Como principal limitação se ressalta que o presente estudo não incluiu uma análise contextual, que permita explorar, com mais profundidade, a relação entre as narrativas e o seu contexto de produção. A discussão dos resultados se amparou no diálogo com alguns elementos contextuais observados por meio da redação do caderno de campo, assim como estabeleceu uma relação dialógica com o cenário político vigente nos momentos de produção das narrativas.

A pesquisa-ação cumpre os princípios éticos contidos na Declaração de Helsinki, foi aprovada pelo Comitê de Ética da instituição de pesquisa responsável, e recebeu recursos financeiros do Conselho Nacional de Desenvolvimento Científico e Tecnológico (CNPq) e da Coordenação de Aperfeiçoamento de Pessoal de Nível Superior (Capes). Os participantes são referidos no texto com seus nomes reais, conforme a sua demanda, e em linha com o protagonismo que tiveram no desenvolvimento das ações e da reflexão.

Resultados e discussão

Afinal, o que é a segurança alimentar e nutricional?

Espontaneamente, os participantes da primeira oficina vincularam a segurança alimentar e nutricional à segurança sanitária dos alimentos Figura 3. Entre os 25 conceitos que foram listados, antes da elaboração dos mapas, 14 enfatizavam a questão da segurança dos alimentos. Em efeito, evidenciou-se nesse primeiro momento que as narrativas tendiam a valorizar muito mais o fato de os alimentos serem seguros do que a segurança alimentar e nutricional dos indivíduos.

 

Figura 3 Primeiros mapas conceituais sobre segurança alimentar e nutricional elaborados por líderes e moradores de Pau da Lima, Salvador, Bahia, Brasil, 2014.

 

A abordagem do conceito de segurança alimentar e nutricional, a partir da segurança sanitária dos alimentos, focaliza a responsabilidade de todos os atores da cadeia produtiva e distributiva, assim como das agências públicas de fiscalização, no que tange à inocuidade dos alimentos que chegam ao consumidor. Nesse sentido, essa concepção da segurança alimentar e nutricional comporta uma dimensão política, por remeter às obrigações do Estado.

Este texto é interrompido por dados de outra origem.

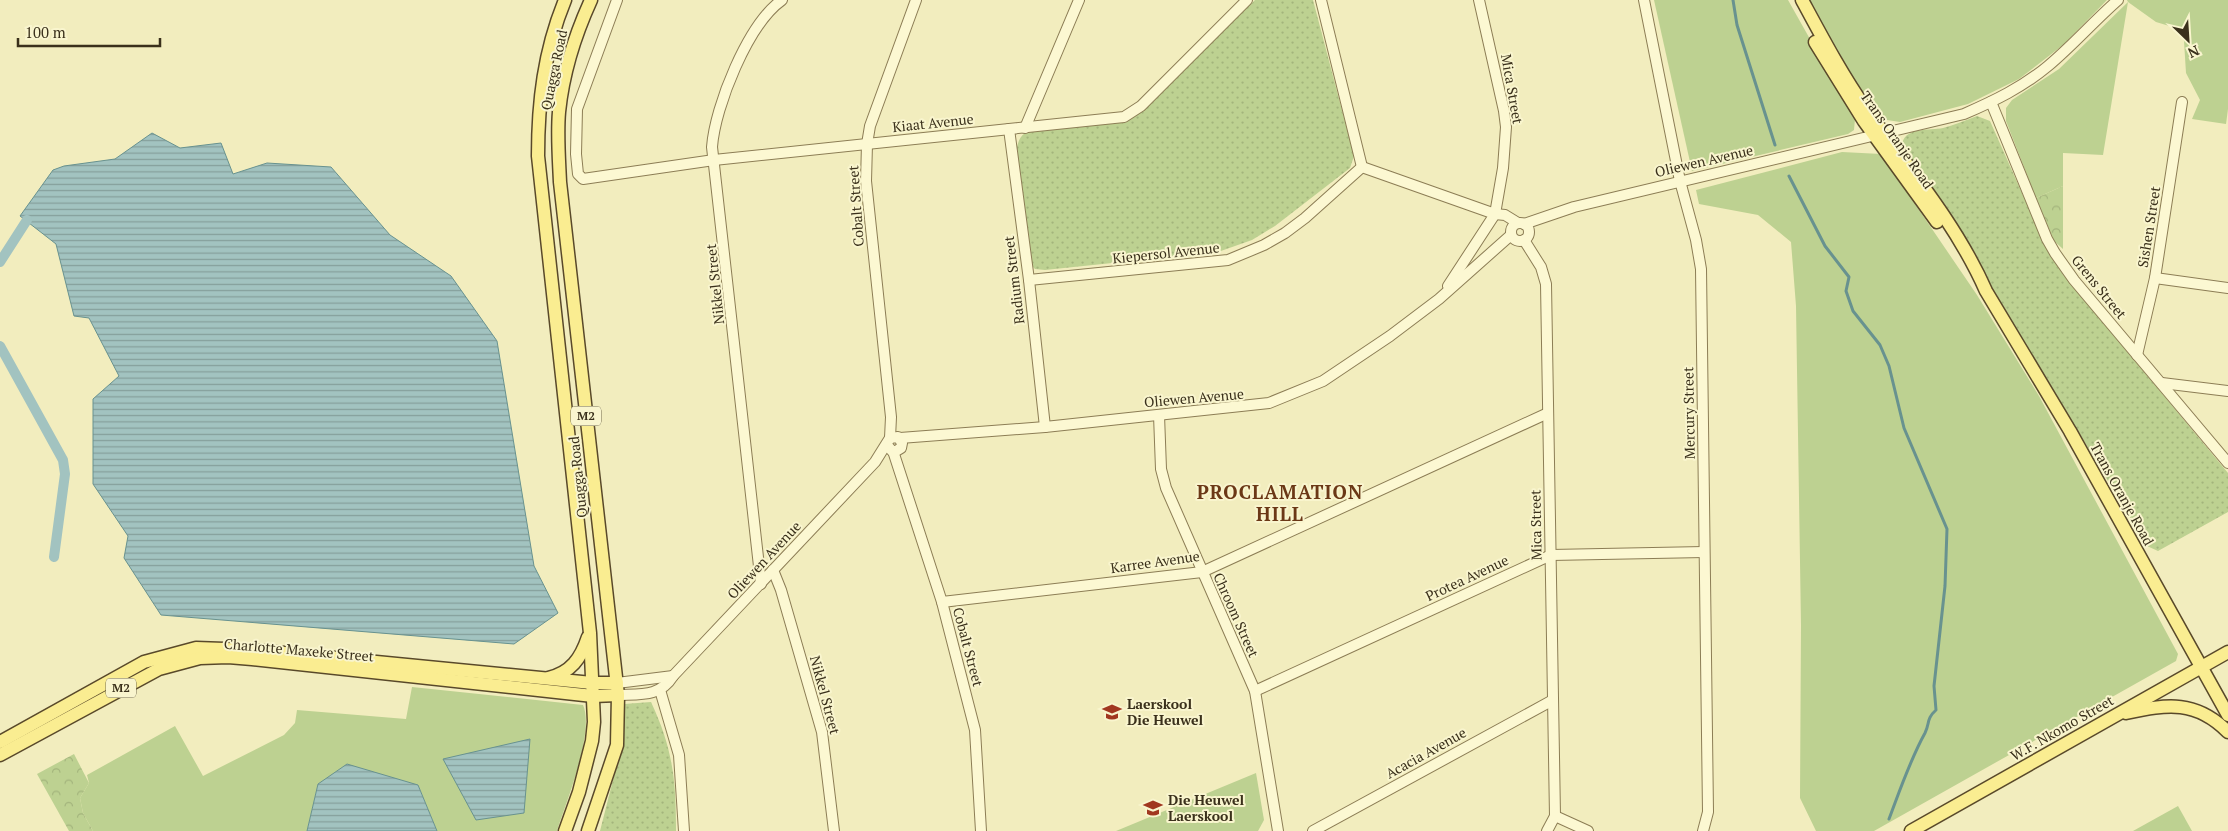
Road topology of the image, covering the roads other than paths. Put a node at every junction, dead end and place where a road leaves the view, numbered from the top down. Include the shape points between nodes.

No entanto, essas obrigações vão bem além de garantir a inocuidade dos alimentos, especialmente quando se aborda o conceito da segurança alimentar e nutricional, como objeto de direito. Nessa perspectiva, cabe ao Estado brasileiro respeitar, proteger, promover e prover o direito à alimentação para todos os brasileiros, implicando os seguintes deveres: (1) assegurar que nenhum de seus órgãos ou servidores públicos viole ou impeça, por suas ações ou políticas, o gozo efetivo do DHAA; (2) impedir que entidades privadas (empresas ou outras entidades) destruam as fontes de alimentos das pessoas, por meio de suas atividades; (3) envolver-se proativamente em atividades destinadas a fortalecer o acesso de pessoas aos recursos e meios e a sua utilização, para a garantia de seus direitos humanos; e (4) prover o DHAA de determinados indivíduos ou grupos, em forma de transferência de renda ou renda básica, com entrega de alimentos em conformidade com as especificidades de cada grupo, população ou comunidade ou outros esquemas de seguridade social 18.

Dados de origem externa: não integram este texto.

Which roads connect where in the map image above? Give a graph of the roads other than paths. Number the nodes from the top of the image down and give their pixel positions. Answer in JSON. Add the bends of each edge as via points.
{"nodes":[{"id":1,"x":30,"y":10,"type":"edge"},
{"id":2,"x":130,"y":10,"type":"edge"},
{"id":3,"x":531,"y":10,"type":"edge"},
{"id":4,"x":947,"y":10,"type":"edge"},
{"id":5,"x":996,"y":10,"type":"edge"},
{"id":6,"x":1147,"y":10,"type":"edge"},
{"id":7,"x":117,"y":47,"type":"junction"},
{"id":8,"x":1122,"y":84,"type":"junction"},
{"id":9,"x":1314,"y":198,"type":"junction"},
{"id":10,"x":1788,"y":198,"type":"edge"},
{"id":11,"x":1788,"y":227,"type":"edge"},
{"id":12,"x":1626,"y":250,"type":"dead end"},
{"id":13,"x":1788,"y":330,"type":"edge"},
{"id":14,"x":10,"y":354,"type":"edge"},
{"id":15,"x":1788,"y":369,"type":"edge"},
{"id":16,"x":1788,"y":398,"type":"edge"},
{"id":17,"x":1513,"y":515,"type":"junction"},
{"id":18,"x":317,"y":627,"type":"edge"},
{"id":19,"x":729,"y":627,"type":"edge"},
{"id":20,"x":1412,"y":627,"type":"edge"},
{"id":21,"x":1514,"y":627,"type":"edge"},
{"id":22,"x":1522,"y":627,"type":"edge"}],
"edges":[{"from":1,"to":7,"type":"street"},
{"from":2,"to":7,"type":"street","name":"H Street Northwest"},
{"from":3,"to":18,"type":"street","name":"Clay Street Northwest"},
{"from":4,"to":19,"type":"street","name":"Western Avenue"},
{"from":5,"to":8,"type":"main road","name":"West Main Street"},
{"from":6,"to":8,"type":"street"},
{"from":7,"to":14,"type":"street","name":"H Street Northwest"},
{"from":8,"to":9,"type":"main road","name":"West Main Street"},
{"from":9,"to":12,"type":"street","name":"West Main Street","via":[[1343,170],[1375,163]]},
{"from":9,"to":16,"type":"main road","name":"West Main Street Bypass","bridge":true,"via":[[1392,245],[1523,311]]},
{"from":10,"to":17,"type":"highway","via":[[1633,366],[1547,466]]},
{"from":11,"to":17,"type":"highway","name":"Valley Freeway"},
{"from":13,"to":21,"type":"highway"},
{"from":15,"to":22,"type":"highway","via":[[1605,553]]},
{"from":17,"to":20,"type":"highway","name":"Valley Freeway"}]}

Neste sentido, deslocar o foco da segurança alimentar e nutricional dos indivíduos para os alimentos pode esvaziar a sua dimensão política e social, relegando a um segundo plano a questão do DHAA e dos determinantes sociais, que influem no acesso à alimentação adequada.

Um segundo significado, que apareceu já no momento inicial, diz respeito à qualidade nutricional dos alimentos e ao estado nutricional das pessoas. Esse aspecto estava presente nos primeiros mapas, por mencionarem alimentos saudáveis, hábitos alimentares, conscientização alimentar ou ainda práticas de consumo. A partir dos segundos mapas Figura 4, surgiram as questões da obesidade e da desnutrição, assim como a “má alimentação” e o fast food. Nos terceiros mapas Figura 5, apareceu o tema da alimentação adequada. Porém, nenhum dos mapas restringiu a segurança alimentar e nutricional à sua dimensão nutricional, e outros temas, por exemplo, o da produção de alimentos, também ocuparam um lugar importante.

 

Figura 4 Segundos mapas conceituais sobre segurança alimentar e nutricional elaborados por líderes e moradores de Pau da Lima, Salvador, Bahia, Brasil, 2014.

 

 

Figura 5 Terceiros mapas conceituais sobre segurança alimentar e nutricional, elaborados por líderes moradores e profissionais de saúde e educação de Pau da Lima, Salvador, Bahia, Brasil, 2014.

 

Os resultados da primeira reunião convergem com trabalhos que mostram que o conceito de segurança alimentar e nutricional segue pouco inserido na sociedade, com visões parciais ou imprecisas 19,20, e que o acesso à alimentação nem sempre é reconhecido como direito 18,21.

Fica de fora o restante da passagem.